An Attack to BPCS-Steganography Using Complexity Histogram and Countermeasure (MP-L5)
Author(s) :
Michiharu Niimi (Kyushu Institute of Technology, Japan)
Tomohito Ei (Kyushu Institute of Technology, Japan)
Hideki Noda (Kyushu Institute of Technology, Japan)
Eiji Kawaguchi (Kyushu Institute of Technology, Japan)
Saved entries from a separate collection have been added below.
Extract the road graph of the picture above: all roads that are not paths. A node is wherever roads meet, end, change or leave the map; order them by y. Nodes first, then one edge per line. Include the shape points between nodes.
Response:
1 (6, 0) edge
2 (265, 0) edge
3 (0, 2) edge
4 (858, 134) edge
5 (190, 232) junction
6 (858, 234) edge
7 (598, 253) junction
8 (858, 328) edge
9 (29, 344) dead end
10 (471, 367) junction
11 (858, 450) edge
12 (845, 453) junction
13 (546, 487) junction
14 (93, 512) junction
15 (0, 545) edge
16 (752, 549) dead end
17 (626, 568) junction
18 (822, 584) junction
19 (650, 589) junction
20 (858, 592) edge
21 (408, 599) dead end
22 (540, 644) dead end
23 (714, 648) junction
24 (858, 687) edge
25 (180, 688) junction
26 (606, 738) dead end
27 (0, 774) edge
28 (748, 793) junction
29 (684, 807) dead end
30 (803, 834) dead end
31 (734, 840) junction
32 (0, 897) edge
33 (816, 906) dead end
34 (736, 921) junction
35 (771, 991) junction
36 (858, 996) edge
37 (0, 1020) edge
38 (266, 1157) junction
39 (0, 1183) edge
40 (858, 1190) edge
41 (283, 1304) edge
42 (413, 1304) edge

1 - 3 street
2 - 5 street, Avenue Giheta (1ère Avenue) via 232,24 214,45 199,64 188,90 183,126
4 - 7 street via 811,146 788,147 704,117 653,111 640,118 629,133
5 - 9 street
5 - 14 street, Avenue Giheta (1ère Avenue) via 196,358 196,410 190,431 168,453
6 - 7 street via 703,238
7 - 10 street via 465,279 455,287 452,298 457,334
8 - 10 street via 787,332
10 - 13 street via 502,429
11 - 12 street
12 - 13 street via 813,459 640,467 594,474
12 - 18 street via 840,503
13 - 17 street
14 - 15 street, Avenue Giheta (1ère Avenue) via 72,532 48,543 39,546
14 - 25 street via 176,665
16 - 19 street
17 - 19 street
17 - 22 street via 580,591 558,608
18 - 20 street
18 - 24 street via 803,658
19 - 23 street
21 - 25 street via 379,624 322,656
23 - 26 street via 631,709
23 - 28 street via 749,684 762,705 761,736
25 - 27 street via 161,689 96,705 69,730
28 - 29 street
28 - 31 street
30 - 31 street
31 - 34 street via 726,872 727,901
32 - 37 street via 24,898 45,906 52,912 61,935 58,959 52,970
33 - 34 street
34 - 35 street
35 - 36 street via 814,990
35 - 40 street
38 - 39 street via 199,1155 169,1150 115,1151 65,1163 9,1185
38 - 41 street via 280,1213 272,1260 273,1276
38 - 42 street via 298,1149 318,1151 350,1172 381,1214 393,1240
Bruce Segee (University of Maine, USA)
Abstract : This paper discusses an attack to BPCS-Steganography and shows a countermeasure. BPCS is a steganographic method that hides the secret data into digital images. BPCS embeds the secret data by replacing the blocks which look noise-like on bit-planes. Blocks on bit-planes are categorized as ``noise-like region'' and ``informative region'' by means of the binary-image feature called complexity. When the complexity distribution of noise-like blocks and that of secret data are different, we can see an unusual shape in the form of a valley on complexity histogram that represents the relative frequency of occurrence of the various complexities. This would be a signature of BPCS. Because steganography must hide the existence of secret message, the signature should be removed from stego images. We show a method for making embedded binary patterns that quasi-preserves the complexity distribution.